__THE TASK__
Each record is to be printed exactly as given, down to the last mark.

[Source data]
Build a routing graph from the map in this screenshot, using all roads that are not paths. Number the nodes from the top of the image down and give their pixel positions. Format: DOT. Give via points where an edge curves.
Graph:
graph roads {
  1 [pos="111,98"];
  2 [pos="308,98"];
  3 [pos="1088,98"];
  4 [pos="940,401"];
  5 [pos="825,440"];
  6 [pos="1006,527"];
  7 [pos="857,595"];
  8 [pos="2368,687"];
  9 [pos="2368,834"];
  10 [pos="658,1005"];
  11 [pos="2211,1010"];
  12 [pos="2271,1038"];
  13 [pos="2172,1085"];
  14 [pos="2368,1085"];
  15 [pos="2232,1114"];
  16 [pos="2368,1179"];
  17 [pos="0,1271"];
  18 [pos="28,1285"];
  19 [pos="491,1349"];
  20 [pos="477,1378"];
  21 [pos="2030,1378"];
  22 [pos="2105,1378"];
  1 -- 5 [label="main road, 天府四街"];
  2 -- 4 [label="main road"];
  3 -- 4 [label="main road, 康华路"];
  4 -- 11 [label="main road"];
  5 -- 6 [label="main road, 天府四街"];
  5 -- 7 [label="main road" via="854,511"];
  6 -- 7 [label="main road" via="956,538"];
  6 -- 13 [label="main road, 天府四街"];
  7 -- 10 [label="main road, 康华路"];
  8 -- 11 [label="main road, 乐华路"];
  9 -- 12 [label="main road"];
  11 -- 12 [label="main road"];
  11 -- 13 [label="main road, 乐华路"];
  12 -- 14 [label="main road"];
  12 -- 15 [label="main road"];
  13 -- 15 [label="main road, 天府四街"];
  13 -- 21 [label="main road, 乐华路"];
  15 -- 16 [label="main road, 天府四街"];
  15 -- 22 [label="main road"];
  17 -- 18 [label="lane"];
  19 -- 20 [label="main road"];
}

__EXERCISE RESPONSE__
Build a routing graph from the map in this screenshot, using all roads that are not paths. Number the nodes from the top of the image down and give their pixel positions. Format: DOT. Give via points where an edge curves.
Graph:
graph roads {
  1 [pos="111,98"];
  2 [pos="308,98"];
  3 [pos="1088,98"];
  4 [pos="940,401"];
  5 [pos="825,440"];
  6 [pos="1006,527"];
  7 [pos="857,595"];
  8 [pos="2368,687"];
  9 [pos="2368,834"];
  10 [pos="658,1005"];
  11 [pos="2211,1010"];
  12 [pos="2271,1038"];
  13 [pos="2172,1085"];
  14 [pos="2368,1085"];
  15 [pos="2232,1114"];
  16 [pos="2368,1179"];
  17 [pos="0,1271"];
  18 [pos="28,1285"];
  19 [pos="491,1349"];
  20 [pos="477,1378"];
  21 [pos="2030,1378"];
  22 [pos="2105,1378"];
  1 -- 5 [label="main road, 天府四街"];
  2 -- 4 [label="main road"];
  3 -- 4 [label="main road, 康华路"];
  4 -- 11 [label="main road"];
  5 -- 6 [label="main road, 天府四街"];
  5 -- 7 [label="main road" via="854,511"];
  6 -- 7 [label="main road" via="956,538"];
  6 -- 13 [label="main road, 天府四街"];
  7 -- 10 [label="main road, 康华路"];
  8 -- 11 [label="main road, 乐华路"];
  9 -- 12 [label="main road"];
  11 -- 12 [label="main road"];
  11 -- 13 [label="main road, 乐华路"];
  12 -- 14 [label="main road"];
  12 -- 15 [label="main road"];
  13 -- 15 [label="main road, 天府四街"];
  13 -- 21 [label="main road, 乐华路"];
  15 -- 16 [label="main road, 天府四街"];
  15 -- 22 [label="main road"];
  17 -- 18 [label="lane"];
  19 -- 20 [label="main road"];
}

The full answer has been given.